Someone gives your child something: a gift, a treat, a compliment. Immediately, you prompt your child:

"What do you say, Honey?"

Most parents have been there. We're trying to teach our children to express appropriate gratitude. At best, we hope our children will develop a thankful heart; at least, we hope they will not embarrass us with a deficiency of common social graces.

Teaching our children to express thanks appropriately seems to be a major challenge, perhaps challenge enough for today's busy parents. Our God-given parental responsibility, however, involves more than teaching our children right or proper behaviors. We are to influence the development of their hearts.

In America today, an attitude of entitlement seems to have eclipsed an attitude of gratitude.

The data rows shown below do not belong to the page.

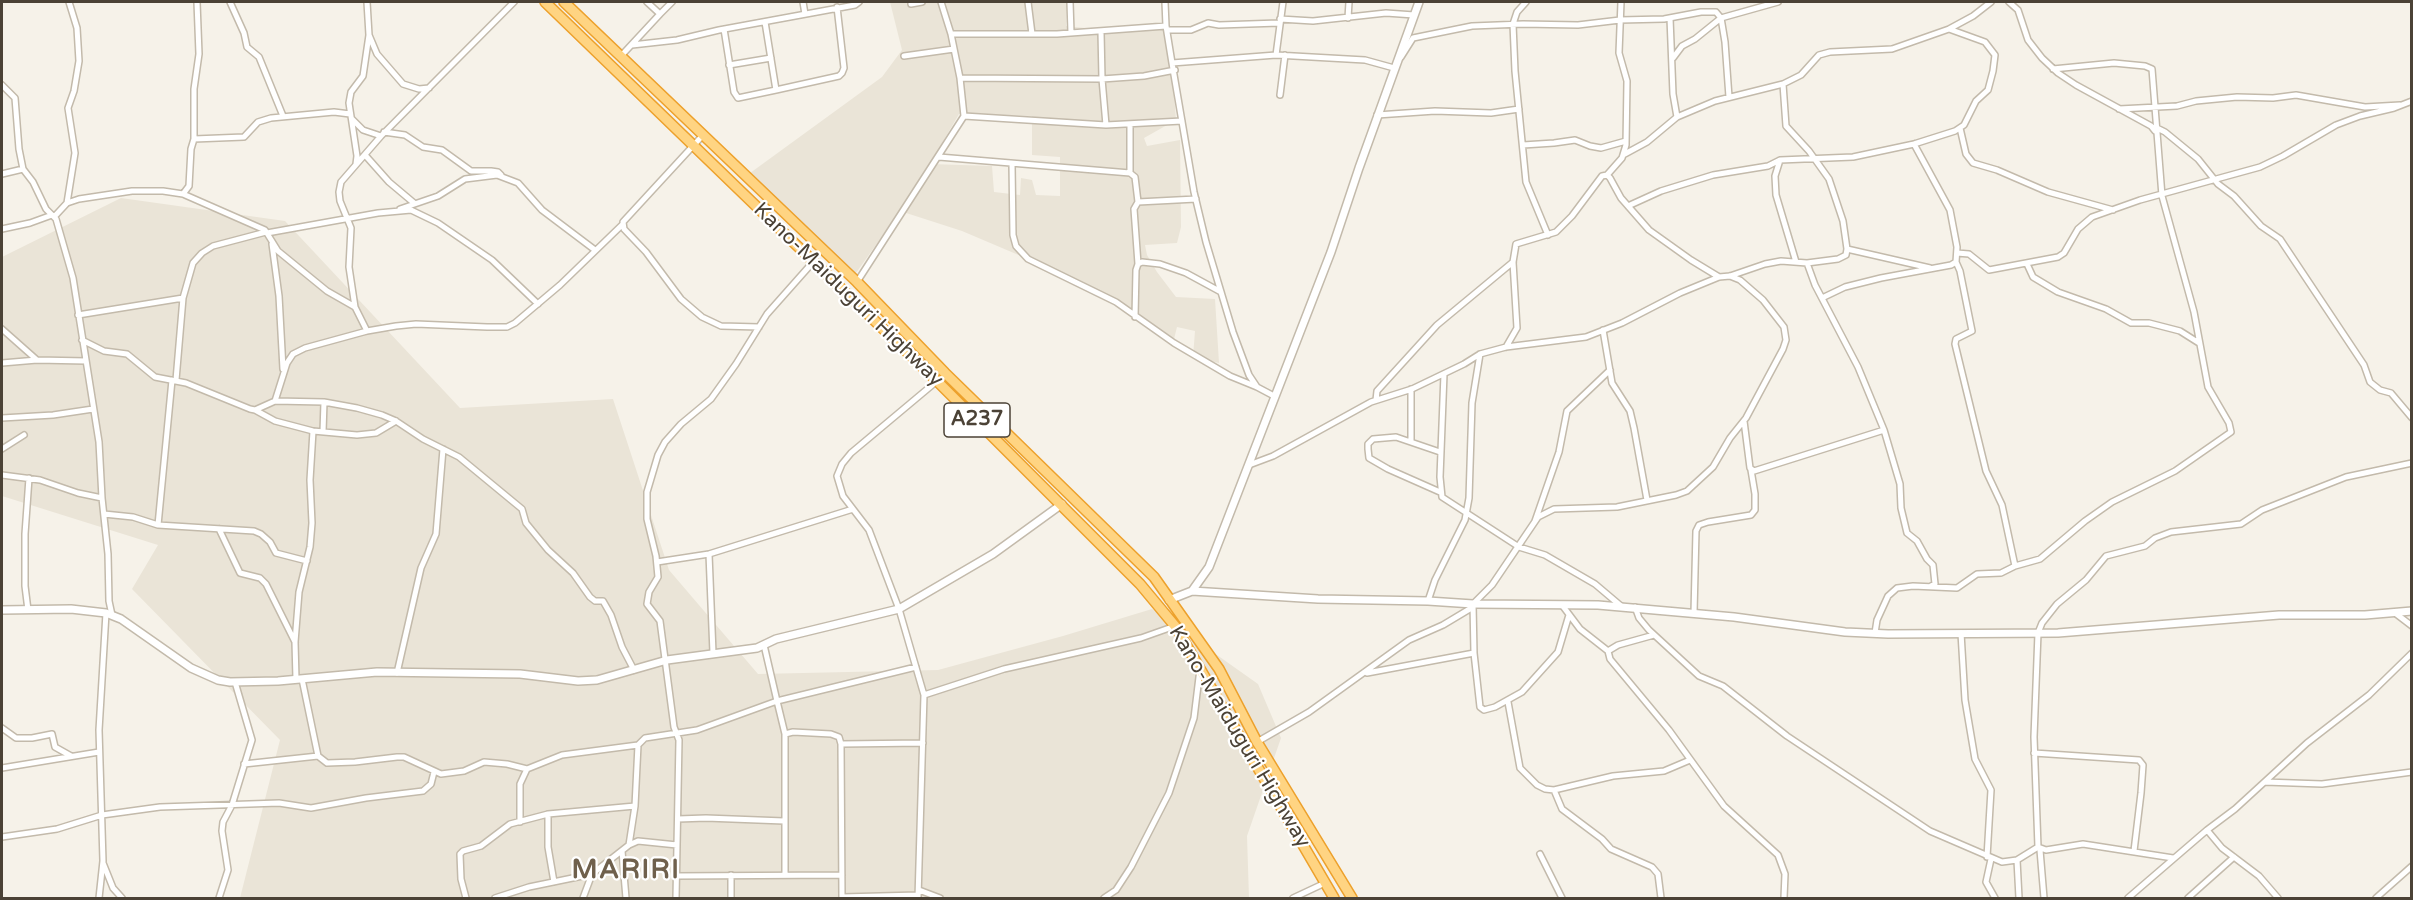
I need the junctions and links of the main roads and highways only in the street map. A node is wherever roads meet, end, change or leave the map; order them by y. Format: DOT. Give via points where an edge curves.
graph roads {
  1 [pos="545,2"];
  2 [pos="564,2"];
  3 [pos="1334,898"];
  4 [pos="1352,898"];
  1 -- 3 [label="highway, Kano-Maiduguri Highway / A237" via="938,381 1140,584 1175,626 1201,668"];
  2 -- 4 [label="highway, Kano-Maiduguri Highway / A237" via="857,282 1154,577 1219,669 1257,742"];
}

Resentment over the things we don't have has displaced significant feelings of gratitude for that which we do have. And, what is needed is more than the mere increase of social graces - saying "thank you" and sending "thank you notes." What we really need is an increase of truly thankful hearts.

God is not satisfied that we merely say "thank you" at appropriate times. He looks for true gratitude in the heart, manifest in its honest expression. If we miss this, or settle for less than this, we are likely to produce someone trained in good manners, but still an ingrate at heart. This ingrate may not look like an ingrate because he/she has learned the social cues, and social rules, and observes the signs well.

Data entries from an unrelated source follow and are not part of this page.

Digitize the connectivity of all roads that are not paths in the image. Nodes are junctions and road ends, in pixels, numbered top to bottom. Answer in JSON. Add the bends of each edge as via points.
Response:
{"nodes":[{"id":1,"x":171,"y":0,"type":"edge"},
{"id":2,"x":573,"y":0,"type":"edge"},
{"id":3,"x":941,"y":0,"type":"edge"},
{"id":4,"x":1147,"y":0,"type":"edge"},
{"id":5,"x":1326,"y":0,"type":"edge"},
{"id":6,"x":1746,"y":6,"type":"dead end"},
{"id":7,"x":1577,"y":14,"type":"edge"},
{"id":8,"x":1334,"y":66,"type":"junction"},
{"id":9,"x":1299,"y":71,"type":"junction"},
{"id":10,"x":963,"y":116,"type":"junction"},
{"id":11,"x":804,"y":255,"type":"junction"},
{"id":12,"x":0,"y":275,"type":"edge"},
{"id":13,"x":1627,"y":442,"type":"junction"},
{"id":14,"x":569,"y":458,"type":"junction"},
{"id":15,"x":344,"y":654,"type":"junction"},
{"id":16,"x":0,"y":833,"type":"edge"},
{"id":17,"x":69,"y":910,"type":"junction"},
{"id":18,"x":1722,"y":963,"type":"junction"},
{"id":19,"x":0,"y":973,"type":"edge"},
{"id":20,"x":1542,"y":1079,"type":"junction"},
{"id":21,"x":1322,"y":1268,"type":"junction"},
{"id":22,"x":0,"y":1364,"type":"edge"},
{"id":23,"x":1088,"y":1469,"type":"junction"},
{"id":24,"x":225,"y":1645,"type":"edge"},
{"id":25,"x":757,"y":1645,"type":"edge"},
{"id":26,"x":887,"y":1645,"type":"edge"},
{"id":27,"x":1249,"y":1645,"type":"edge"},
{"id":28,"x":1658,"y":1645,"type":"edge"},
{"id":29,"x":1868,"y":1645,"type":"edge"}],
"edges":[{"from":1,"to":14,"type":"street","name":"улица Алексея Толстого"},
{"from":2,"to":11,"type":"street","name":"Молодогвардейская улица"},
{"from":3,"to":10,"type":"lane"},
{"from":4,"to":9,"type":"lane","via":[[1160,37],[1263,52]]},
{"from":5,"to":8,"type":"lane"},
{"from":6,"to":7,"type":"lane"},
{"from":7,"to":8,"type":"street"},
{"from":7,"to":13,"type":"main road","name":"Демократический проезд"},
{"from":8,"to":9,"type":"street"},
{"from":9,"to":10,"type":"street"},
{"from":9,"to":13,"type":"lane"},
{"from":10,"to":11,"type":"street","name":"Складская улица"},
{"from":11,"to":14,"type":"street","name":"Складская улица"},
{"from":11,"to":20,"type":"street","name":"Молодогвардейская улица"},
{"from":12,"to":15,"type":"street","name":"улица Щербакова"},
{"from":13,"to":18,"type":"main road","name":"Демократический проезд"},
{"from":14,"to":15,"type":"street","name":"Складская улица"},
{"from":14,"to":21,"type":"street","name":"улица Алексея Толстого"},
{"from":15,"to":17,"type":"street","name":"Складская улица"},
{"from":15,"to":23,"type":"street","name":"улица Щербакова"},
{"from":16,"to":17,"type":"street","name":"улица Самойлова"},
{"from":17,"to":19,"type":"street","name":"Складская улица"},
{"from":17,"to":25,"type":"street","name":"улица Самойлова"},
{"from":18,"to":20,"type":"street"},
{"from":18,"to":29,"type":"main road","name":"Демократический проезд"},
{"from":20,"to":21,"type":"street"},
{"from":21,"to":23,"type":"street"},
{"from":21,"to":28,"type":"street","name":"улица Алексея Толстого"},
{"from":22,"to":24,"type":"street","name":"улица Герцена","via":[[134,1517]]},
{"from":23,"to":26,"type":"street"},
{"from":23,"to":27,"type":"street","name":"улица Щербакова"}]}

Such a person may send "Thank You" notes after receiving graduation, wedding, or shower gifts. They may not, however, be truly grateful; they can be doing nothing more than fulfilling social obligations as they have been taught.

Now, I assume that you don't want to merely raise a well-mannered ingrate. Hopefully, you want to raise a child who has a grateful heart. If that is the case, here are a few suggestions:

First, accept the fact that merely teaching the cues and the appropriate responses is only behavior modification. It is not the goal; it is only movement toward the goal. You have not yet reached the heart of the matter - the heart of the child.

Second, your best tool to impact your child's heart is your own heart. Cultivate a grateful heart in yourself. This is harder than it sounds, especially in this "entitlement age" where we are reminded often that we "deserve" everything. Subtly it strips us of all gratitude by keeping us focused on all that we don't have, aren't getting, or are wearing ourselves out to someday get. Furthermore, many of us are inclined to grumble about what we do have. Our children do not hear that we are grateful to have a job, a home, a car, etc., when what they hear most is our complaints about the job, home, or car we have. In order to help form a grateful heart in your child, you will need to let God refine your heart so that what comes out of your mouth is not grumbling but gratitude.

Finally, make opportunities to share your own experiences of blessings for which thanksgiving is in order. Tell your children about some of the tough times through which God supernaturally took you. By all means, tell your kids how God parted the Red Sea for Israel; but don't neglect to tell how He has "parted the waters" for you.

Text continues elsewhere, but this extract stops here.